**What you are asked to do:** What is asked for is the whole listing, given again word for word.

::::::::

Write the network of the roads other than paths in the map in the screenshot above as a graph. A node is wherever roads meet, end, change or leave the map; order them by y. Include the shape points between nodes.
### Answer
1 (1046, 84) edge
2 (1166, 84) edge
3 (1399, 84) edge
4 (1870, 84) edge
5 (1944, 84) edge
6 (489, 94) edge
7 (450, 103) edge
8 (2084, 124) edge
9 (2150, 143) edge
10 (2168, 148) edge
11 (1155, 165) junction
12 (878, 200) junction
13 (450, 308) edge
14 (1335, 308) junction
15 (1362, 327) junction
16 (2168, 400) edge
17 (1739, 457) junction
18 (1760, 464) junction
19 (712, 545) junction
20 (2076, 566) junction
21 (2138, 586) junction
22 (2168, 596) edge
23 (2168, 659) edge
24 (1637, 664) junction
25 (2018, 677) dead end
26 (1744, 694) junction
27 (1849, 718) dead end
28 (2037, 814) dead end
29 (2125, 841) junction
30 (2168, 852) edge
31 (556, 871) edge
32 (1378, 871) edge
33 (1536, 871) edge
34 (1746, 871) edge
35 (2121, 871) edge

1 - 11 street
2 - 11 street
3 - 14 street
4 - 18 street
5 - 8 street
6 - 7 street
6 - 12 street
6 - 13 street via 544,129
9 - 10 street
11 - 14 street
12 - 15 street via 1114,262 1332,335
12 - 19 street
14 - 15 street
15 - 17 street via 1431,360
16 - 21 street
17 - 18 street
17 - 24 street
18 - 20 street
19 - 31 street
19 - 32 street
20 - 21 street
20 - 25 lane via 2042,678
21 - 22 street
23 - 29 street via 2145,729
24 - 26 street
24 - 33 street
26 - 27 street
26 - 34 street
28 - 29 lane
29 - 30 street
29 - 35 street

::::::::

**Answer for this exercise:**
Write the network of the roads other than paths in the map in the screenshot above as a graph. A node is wherever roads meet, end, change or leave the map; order them by y. Include the shape points between nodes.
### Answer
1 (1046, 84) edge
2 (1166, 84) edge
3 (1399, 84) edge
4 (1870, 84) edge
5 (1944, 84) edge
6 (489, 94) edge
7 (450, 103) edge
8 (2084, 124) edge
9 (2150, 143) edge
10 (2168, 148) edge
11 (1155, 165) junction
12 (878, 200) junction
13 (450, 308) edge
14 (1335, 308) junction
15 (1362, 327) junction
16 (2168, 400) edge
17 (1739, 457) junction
18 (1760, 464) junction
19 (712, 545) junction
20 (2076, 566) junction
21 (2138, 586) junction
22 (2168, 596) edge
23 (2168, 659) edge
24 (1637, 664) junction
25 (2018, 677) dead end
26 (1744, 694) junction
27 (1849, 718) dead end
28 (2037, 814) dead end
29 (2125, 841) junction
30 (2168, 852) edge
31 (556, 871) edge
32 (1378, 871) edge
33 (1536, 871) edge
34 (1746, 871) edge
35 (2121, 871) edge

1 - 11 street
2 - 11 street
3 - 14 street
4 - 18 street
5 - 8 street
6 - 7 street
6 - 12 street
6 - 13 street via 544,129
9 - 10 street
11 - 14 street
12 - 15 street via 1114,262 1332,335
12 - 19 street
14 - 15 street
15 - 17 street via 1431,360
16 - 21 street
17 - 18 street
17 - 24 street
18 - 20 street
19 - 31 street
19 - 32 street
20 - 21 street
20 - 25 lane via 2042,678
21 - 22 street
23 - 29 street via 2145,729
24 - 26 street
24 - 33 street
26 - 27 street
26 - 34 street
28 - 29 lane
29 - 30 street
29 - 35 street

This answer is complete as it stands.